Conversion Securities has the meaning set forth in Section 4.08(b).
Conversion Securities means the shares of Common Stock issuable upon conversion of this Note in accordance with Sections 5.1 and 5.2(d).
Conversion Securities means Common Stock or Subsequent Round Securities, as applicable.

Examples of Conversion Securities in a sentence

  • The sale of the Note and the subsequent issuance of the Conversion Securities are not and will not be subject to any preemptive rights or rights of first refusal that have not been properly waived or complied with.

  • The Conversion Securities, when issued in compliance with the provisions of the Transaction Agreements will be validly issued, fully paid and nonassessable and free of any liens or encumbrances and issued in compliance with all applicable federal and securities laws.

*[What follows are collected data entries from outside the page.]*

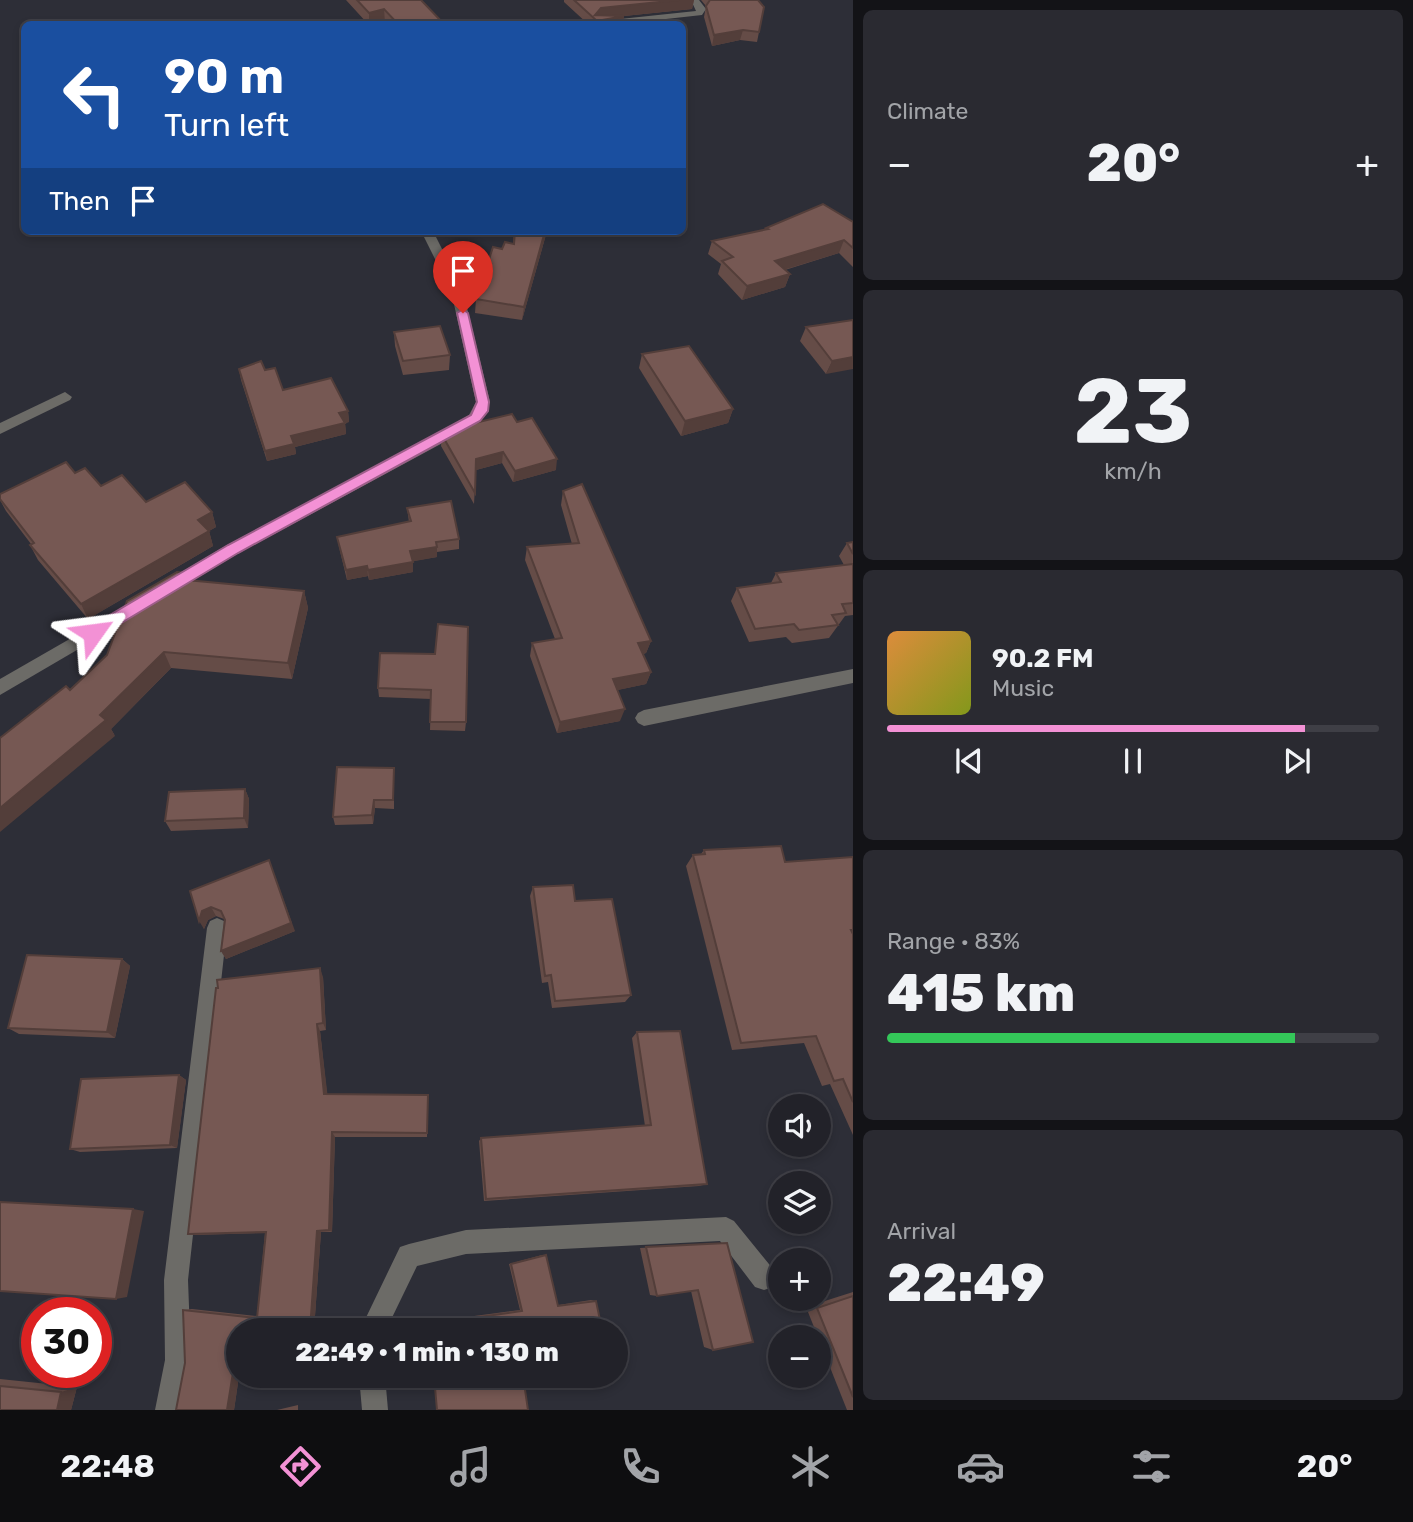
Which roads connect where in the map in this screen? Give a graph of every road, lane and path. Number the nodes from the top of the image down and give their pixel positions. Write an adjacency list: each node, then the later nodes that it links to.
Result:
1 (695, 0): 2 (street)
2 (628, 21)
3 (428, 235): 7 (street)
4 (65, 397): 5 (street)
5 (0, 429)
6 (853, 677): 8 (street)
7 (0, 688)
8 (643, 718)
9 (217, 929): 13 (street)
10 (764, 1278): 11 (street)
11 (379, 1318)
12 (373, 1388): 14 (street)
13 (169, 1410)
14 (375, 1410)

  • Notwithstanding the foregoing, the Buyer may assign its rights hereunder to any “qualified person”, any “permitted assigns”, or “prospective transferee” that acquires or purchases Conversion Securities in a private transaction from the Buyer or to any of its “affiliates,” as that term is defined under the 1933 Act, without the consent of the Company with Bxxxx’s opinion of counsel (from a reputable law firm) permitting the same.

  • The Purchaser represents that it is acquiring the Securities solely for its own account and beneficial interest for investment and not for sale or with a view to distribution of the Note or Conversion Securities or any part thereof, has no present intention of selling (in connection with a distribution or otherwise), granting any participation in, or otherwise distributing the same, and does not presently have reason to anticipate a change in such intention.


More Definitions of Conversion Securities

Conversion Securities means this Instrument or any Conversion Shares issuable upon exercise of the conversion rights under this Instrument, in whole or in part.
Conversion Securities means the Common Stock or other securities or property purchasable on the exercise of the Warrants.
Conversion Securities means the securities delivered on conversion of Securities (or any securities successor thereto), together with any securities successor thereto to those so delivered on conversions.
Conversion Securities means the securities into which the Note is convertible, and any securities issuable upon conversion or exercise thereof.
Conversion Securities means any security, share, obligation, promissory note, option, warrant or any other debt, equity or other instrument into which any Exchange Shares has been converted or exercised into, or which are provided to any Osprey Party under or in respect of any such Exchange Shares, in each case, on and from the Original Call Option Date until the settlement of the relevant exercise of the Option hereunder in respect of the Exchange Shares (including, without limitation, the Exchange Shares and Related Rights), including in each case any Option Interest.
Conversion Securities means such securities of the Company issuable upon a Mandatory Conversion of this Note in connection with the occurrence of a Qualified Financing.
Conversion Securities means the Class A Ordinary Shares or the ADSs upon conversion of the Convertible Securities held by such holder in accordance with the terms of the Notes and/or the Certificate of Designation.